I am using the BarcodeScanner lib to scan a QR-Code, in onActivityResult I just save the Data (I also tried to show the Dialog at this point, but it didn't worked.)

if ((requestCode == REQUEST_BARCODESCANNER) && (resultCode == RESULT_OK)) {
    mBarcodeScanned = true;
    mBarcodeScanResult = getBarcodeScannerResult(data.getExtras());
}

in onResume I am checking now for this variables:

if(mBarcodeScanResult == null && mBarcodeScanned){
    mBarcodeScanned = false;
    showDialog(MyDialogFragment.getInvalidQrCodeDialog(this));
} else if(mBarcodeScanResult != null && mBarcodeScanned){
    showDialog(MyDialogFragment.getSomeDialog(this, v1, v2));
}

in showDialog() I just call show:

dialog.show(getSupportFragmentManager(), MyDialogFragment.class.getSimpleName());

Now it should show the Dialog, if a QR-Code was scanned. For some reason right after dialog.show() I checked onDismiss() inside of the MyDialogFragment class, and it was called as well, but I really don't know why?

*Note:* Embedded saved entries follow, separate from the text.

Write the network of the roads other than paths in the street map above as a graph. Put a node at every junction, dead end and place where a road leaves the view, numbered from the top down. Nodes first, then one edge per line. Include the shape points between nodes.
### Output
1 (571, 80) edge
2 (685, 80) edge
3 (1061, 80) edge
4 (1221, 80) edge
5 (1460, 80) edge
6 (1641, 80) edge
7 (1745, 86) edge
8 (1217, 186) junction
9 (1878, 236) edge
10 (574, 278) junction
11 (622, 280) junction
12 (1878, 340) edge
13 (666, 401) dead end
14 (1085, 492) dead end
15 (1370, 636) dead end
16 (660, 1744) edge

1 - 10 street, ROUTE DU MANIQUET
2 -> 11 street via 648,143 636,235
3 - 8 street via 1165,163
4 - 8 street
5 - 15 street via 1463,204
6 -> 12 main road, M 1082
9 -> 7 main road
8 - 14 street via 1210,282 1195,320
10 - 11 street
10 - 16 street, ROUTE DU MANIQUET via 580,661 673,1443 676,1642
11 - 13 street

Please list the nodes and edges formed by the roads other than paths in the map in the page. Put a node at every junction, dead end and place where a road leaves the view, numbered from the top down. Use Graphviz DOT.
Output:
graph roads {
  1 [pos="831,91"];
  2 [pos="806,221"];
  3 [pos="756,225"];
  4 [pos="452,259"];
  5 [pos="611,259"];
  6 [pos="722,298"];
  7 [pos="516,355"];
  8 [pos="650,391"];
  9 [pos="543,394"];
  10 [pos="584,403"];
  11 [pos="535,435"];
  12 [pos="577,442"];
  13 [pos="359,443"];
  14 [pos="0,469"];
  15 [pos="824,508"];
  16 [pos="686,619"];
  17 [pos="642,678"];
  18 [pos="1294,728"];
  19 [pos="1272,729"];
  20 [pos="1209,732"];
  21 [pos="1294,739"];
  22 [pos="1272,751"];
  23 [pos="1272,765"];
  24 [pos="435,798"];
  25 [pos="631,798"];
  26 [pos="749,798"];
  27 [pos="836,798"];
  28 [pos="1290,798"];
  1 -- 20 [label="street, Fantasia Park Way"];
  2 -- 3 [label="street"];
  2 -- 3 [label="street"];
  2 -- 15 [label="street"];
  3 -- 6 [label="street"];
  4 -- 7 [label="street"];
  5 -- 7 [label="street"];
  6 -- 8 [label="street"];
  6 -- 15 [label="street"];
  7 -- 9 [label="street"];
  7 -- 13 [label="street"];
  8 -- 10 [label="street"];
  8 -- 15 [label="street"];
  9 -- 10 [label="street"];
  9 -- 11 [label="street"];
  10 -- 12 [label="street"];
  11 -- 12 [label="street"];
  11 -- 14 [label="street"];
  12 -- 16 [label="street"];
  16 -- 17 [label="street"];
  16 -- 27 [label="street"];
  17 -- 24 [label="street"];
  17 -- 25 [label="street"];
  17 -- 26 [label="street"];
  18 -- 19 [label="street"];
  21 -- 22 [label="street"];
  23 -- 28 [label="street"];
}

The MyDialogFragment is using the onCreateDialog methode, which creates AlertDialogs to return. The methode getSomeDialog() and getInvalidQrCodeDialog() are just instanciate the Fragment.

EDIT: the MyDialogClass

public class MyDialogFragment extends DialogFragment {

    private static final String BUNDLE_DIALOG_TYPE = "bundle_dialog_type";

    private DialogType mDialogType;

    public enum DialogType{
        QR_CODE_INVALID, SOME_DIALOG
    }

    public static Fragment getInvalidQrCodeDialog(final Context context) {
        Bundle args = new Bundle();
        args.putString(BUNDLE_DIALOG_TYPE, DialogType.QR_CODE_INVALID.name());
        return MyDialogFragment.instantiate(context, MyDialogFragment.class.getName(), args);
    }

    public static Fragment getSomeDialog(final Context context) {
        Bundle args = new Bundle();
        args.putString(BUNDLE_DIALOG_TYPE, DialogType.SOME_DIALOG.name());
        return MyDialogFragment.instantiate(context, MyDialogFragment.class.getName(), args);
    }

    @Override
    public void onCreate(Bundle savedInstanceState) {
        super.onCreate(savedInstanceState);
        handleArguments();
    }

    private void handleArguments() {
        final Bundle arguments = getArguments();
        if(arguments != null) {
            mDialogType = DialogType.valueOf(arguments.getString(BUNDLE_DIALOG_TYPE, DialogType.SOME_DIALOG.name()));
        }
    }

    @NonNull
    @Override
    public Dialog onCreateDialog(Bundle savedInstanceState) {
        switch(mDialogType){
            case QR_CODE_INVALID: return DialogHelper.showQRCodeInvalidDialog(getActivity());
            case SOME_DIALOG: return DialogHelper.showSomeDialog(getActivity());
            default: return null;
        }
    }
}

and the DialogHelper does something like this:

public static AlertDialog showQRCodeInvalidDialog(final Context context){
    AlertDialog.Builder builder = new AlertDialog.Builder(context);
    builder.setMessage(R.string.barcode_invalid);
    builder.setTitle(R.string.barcode_invalid_title);
    builder.setPositiveButton(android.R.string.ok,
            new DialogInterface.OnClickListener() {
                public void onClick(DialogInterface dialog, int id) {
                    dialog.dismiss();
                }
            });
    return builder.create();
}

Solution

  • The problem seems to be the support-package DialogFragment. I just changed it from support to the original DialogFragment and everything worked like expected.